You are "judged" at one point near the end, but it kind of just asks you to draw your own conclusions and reflect for a second. There is also a someone who hints to you how to work towards the pacifist ending, but if you kill that person the game doesn't even bug you to replay it again and be more of a pacifist and really... most people will probably want to kill that person. Lastly there are over a dozen different "neutral endings" with a wide variety of results and happy/sadness, so with all that effort put into the neutral endings I wouldn't say that pacifist is the sole focus, it's more just an achievement... Like how in other games where there's 100% completions.
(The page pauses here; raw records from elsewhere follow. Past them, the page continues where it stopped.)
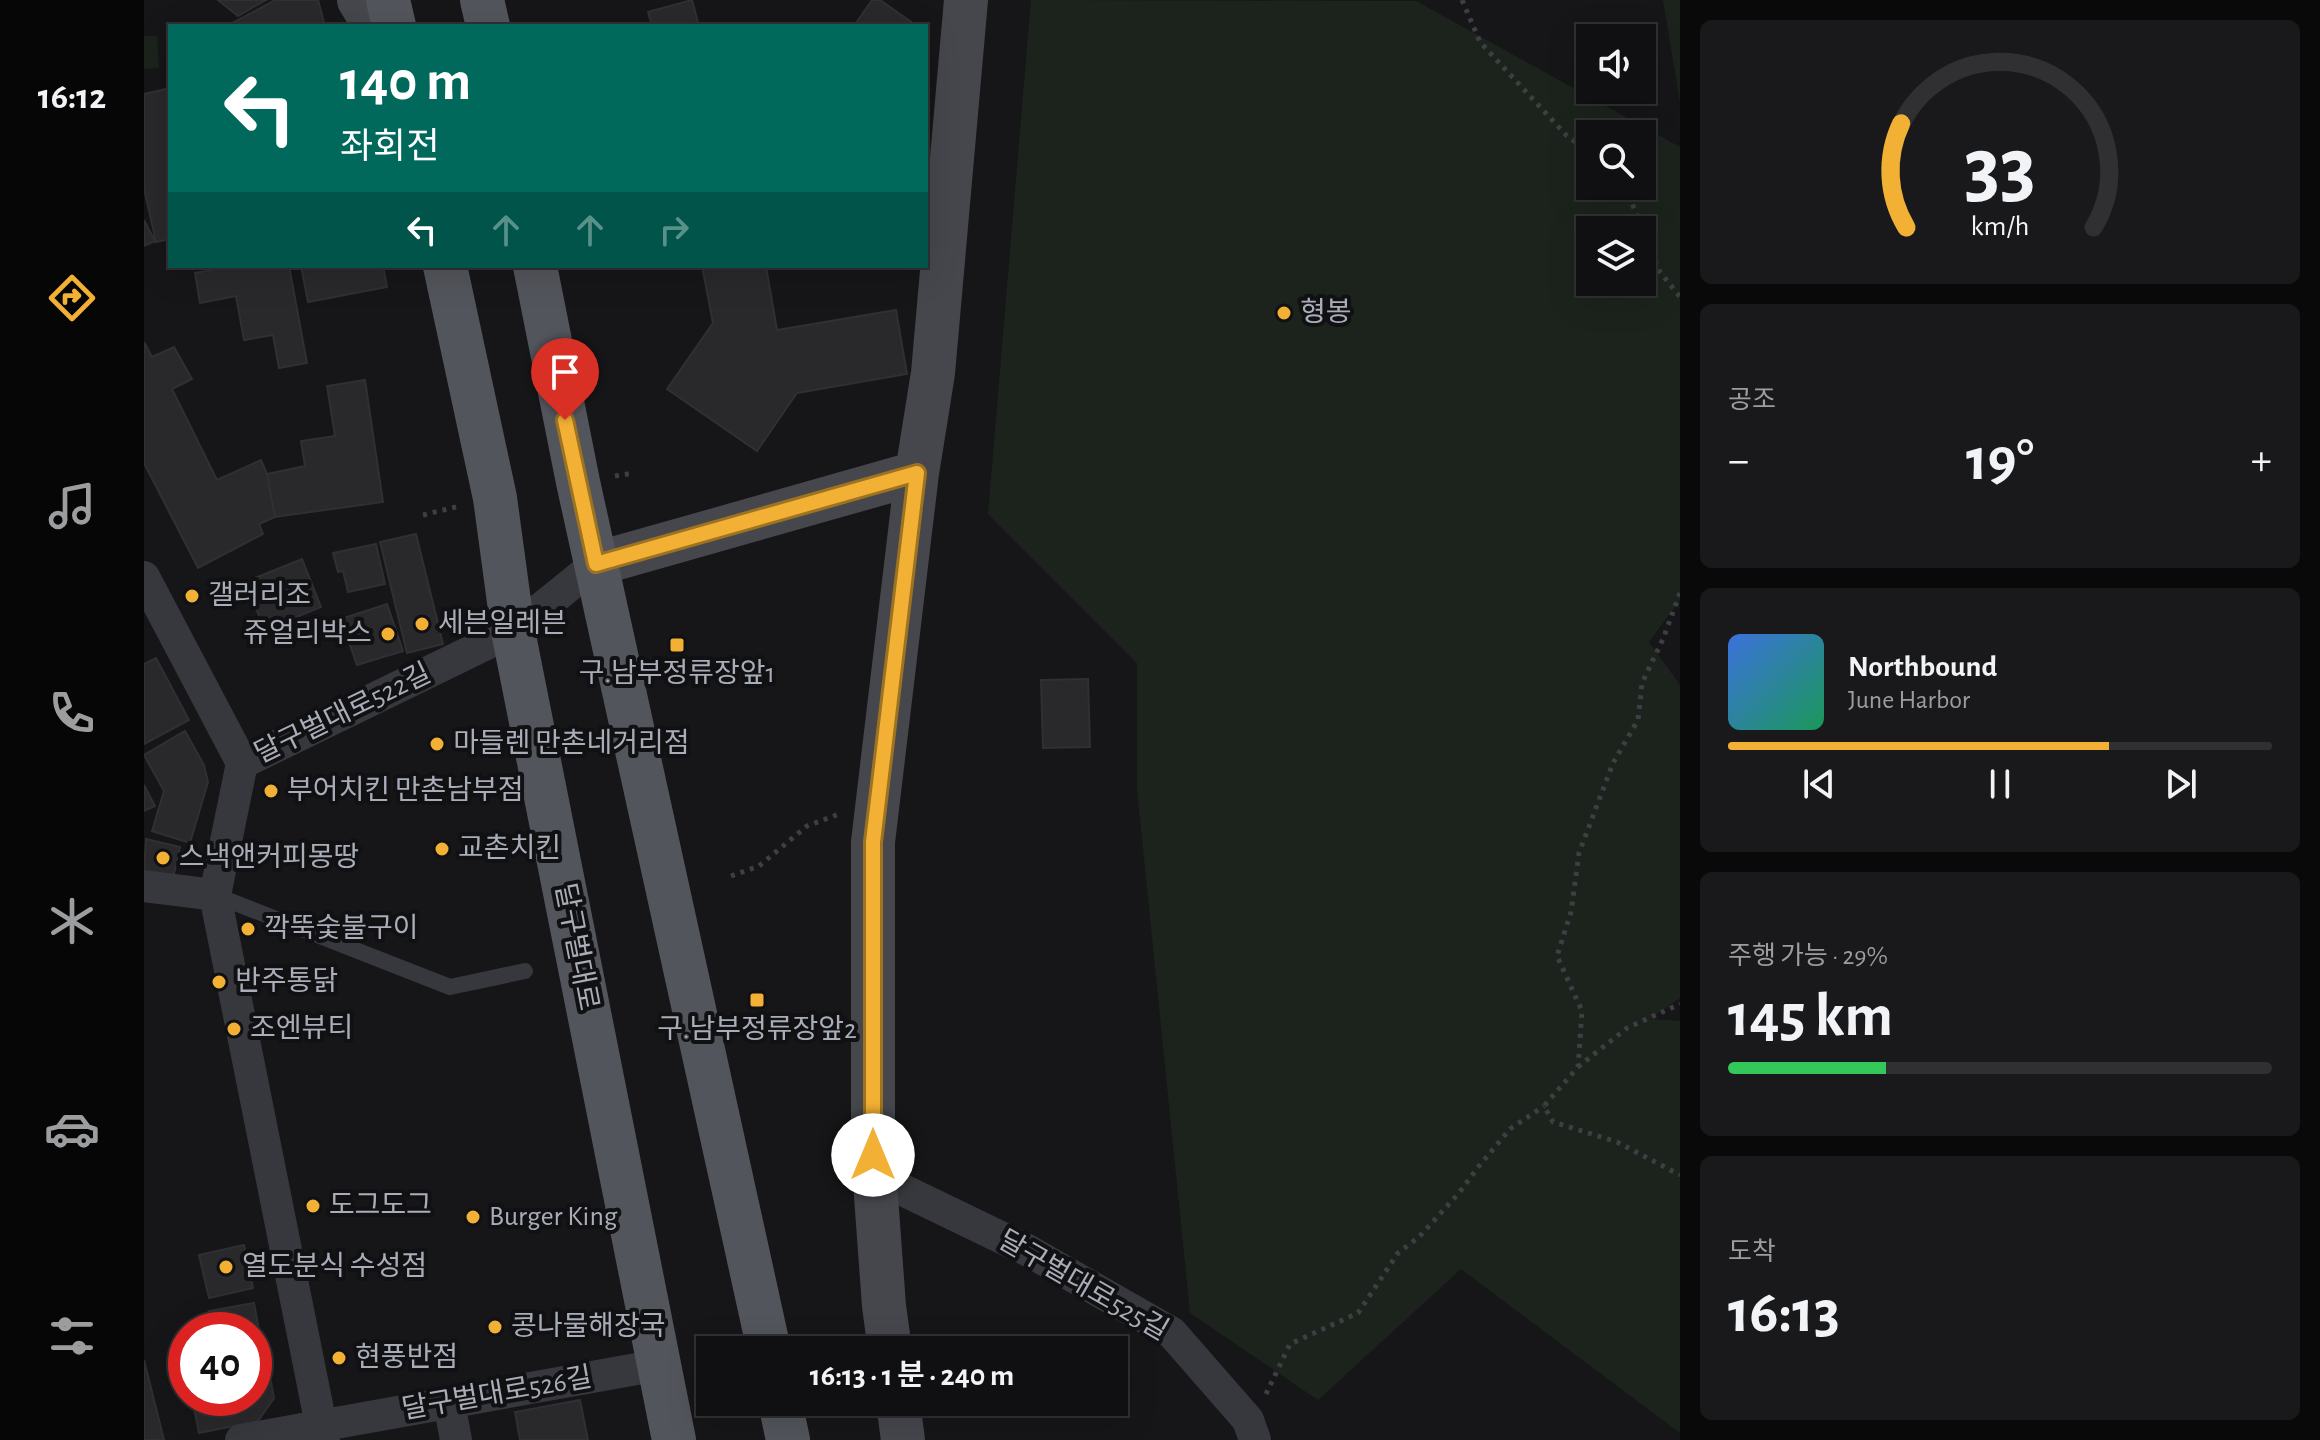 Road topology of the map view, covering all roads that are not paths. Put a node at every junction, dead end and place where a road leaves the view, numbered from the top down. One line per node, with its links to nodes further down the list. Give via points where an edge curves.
1 (359, 0): 6 (street)
2 (388, 0): 7 (main road)
3 (482, 0): 8 (main road)
4 (494, 0): 9 (main road)
5 (966, 0): 12 (street, via 933,373)
6 (374, 24)
7 (394, 24)
8 (489, 24)
9 (490, 24)
10 (445, 268): 15 (main road, 달구벌대로, via 495,498)
11 (535, 268): 13 (main road)
12 (917, 473): 13 (street); 20 (street, via 873,842)
13 (596, 564): 15 (street, 달구벌대로522길); 21 (main road)
14 (144, 577): 16 (street)
15 (513, 631): 16 (street, 달구벌대로522길); 23 (main road, 달구벌대로)
16 (242, 763): 18 (street, 달구벌대로522길)
17 (144, 886): 18 (street)
18 (215, 895): 19 (lane, 달구벌대로, via 450,987); 28 (street, 달구벌대로522길)
19 (525, 971)
20 (874, 1176): 22 (street); 27 (street, 달구벌대로525길, via 1027,1250 1172,1333)
21 (766, 1336)
22 (889, 1336)
23 (659, 1365): 24 (street, 달구벌대로526길); 31 (main road, 달구벌대로)
24 (449, 1403): 28 (street, 달구벌대로526길); 30 (street)
25 (783, 1416): 32 (main road)
26 (900, 1416): 33 (street)
27 (1252, 1430)
28 (323, 1433): 29 (street, 달구벌대로526길)
29 (241, 1440)
30 (456, 1440)
31 (674, 1440)
32 (788, 1440)
33 (903, 1440) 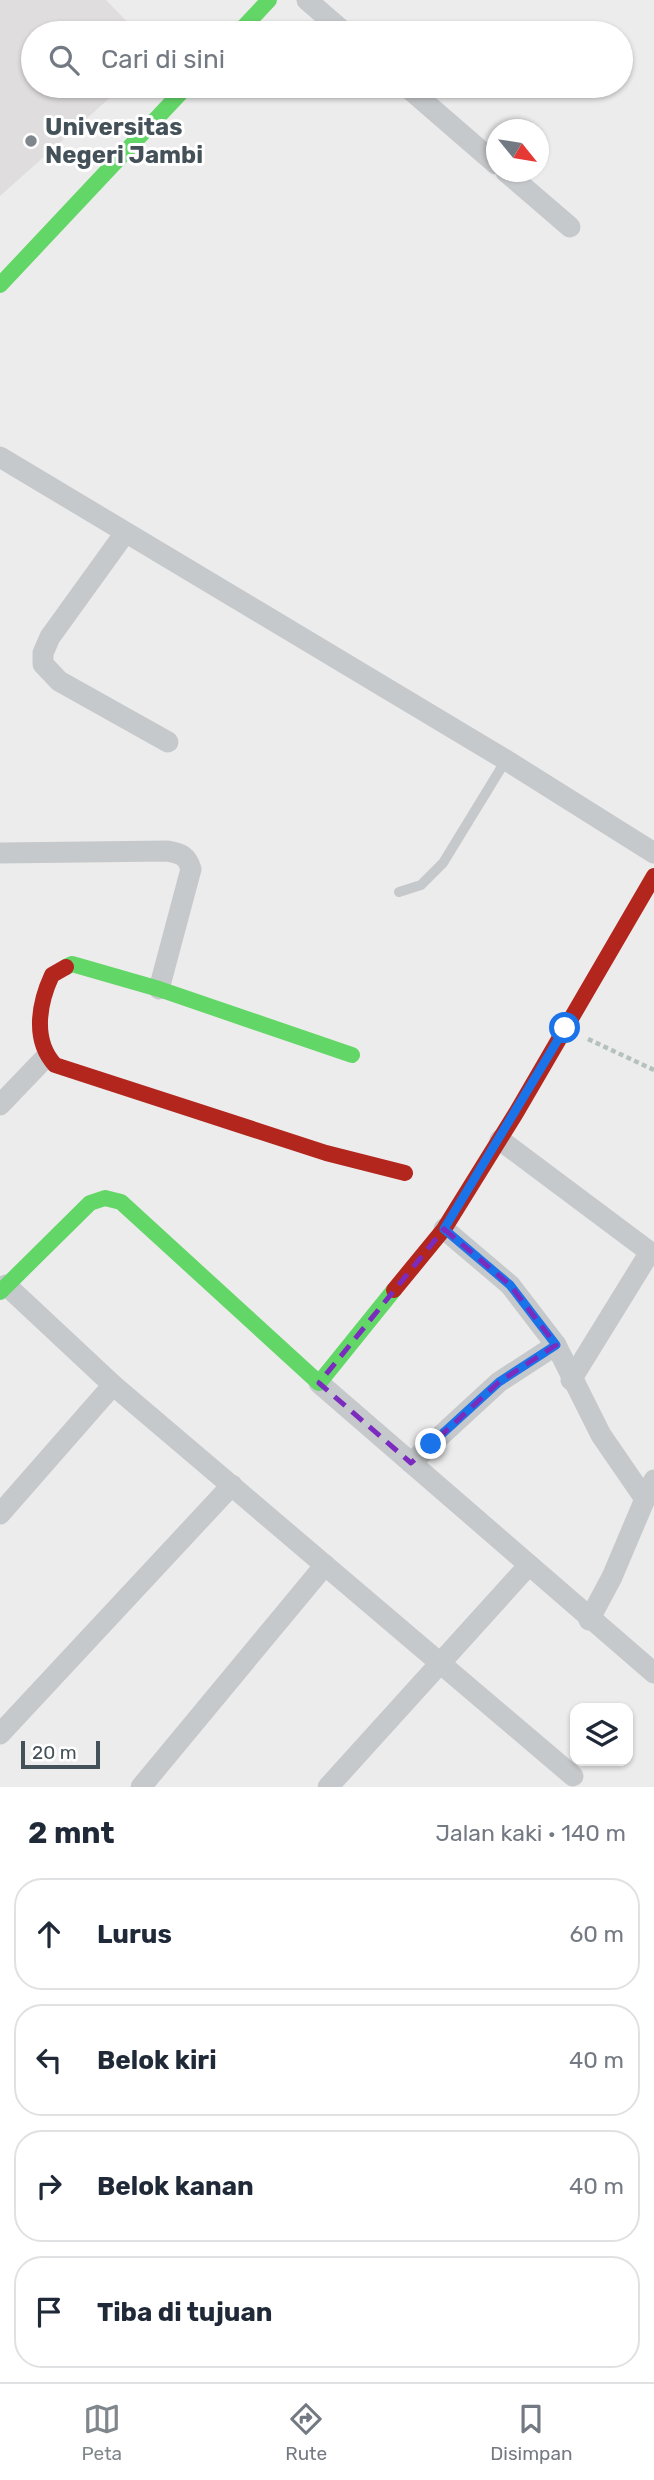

For me personally I'm really bored of games making me kill everything all the time like that's the solution to all the worlds problems, so I was more than happy to be a pacifist. Of course it helps that the mercy system turns every single battle into a fun social puzzle analyzing the character and figuring out how to pacify them, and the encounter rate really helps here.... There's really not a lot of encounters, instead of 1 encounter every 5 steps like in some games there's more like 1 encounter every other ROOM so you can explore around and have fun without constantly being bogged down by random encounters, so each monster feels like a real individual that stands out from the rest.
EDIT: actually, you know... With all this talk of JRPG classification, and not killing things I realized what Undertale really reminds me of: WRPGs! With all the choices and consequences, recognition of character actions, weird comedic characters, etc. I mean Mass Effect, Alpha Protocol, Fallout New Vegas, etc. treat pacifism much the same way that Undertale does. " Hmm, I can kill this guy or spare him, hmmm... I'll spare him so that I can get more content from him later on." I mean that is how it works most of the time in those games; it's just that with Undertale instead of having the option to spare a few main characters you have the option to spare everyone.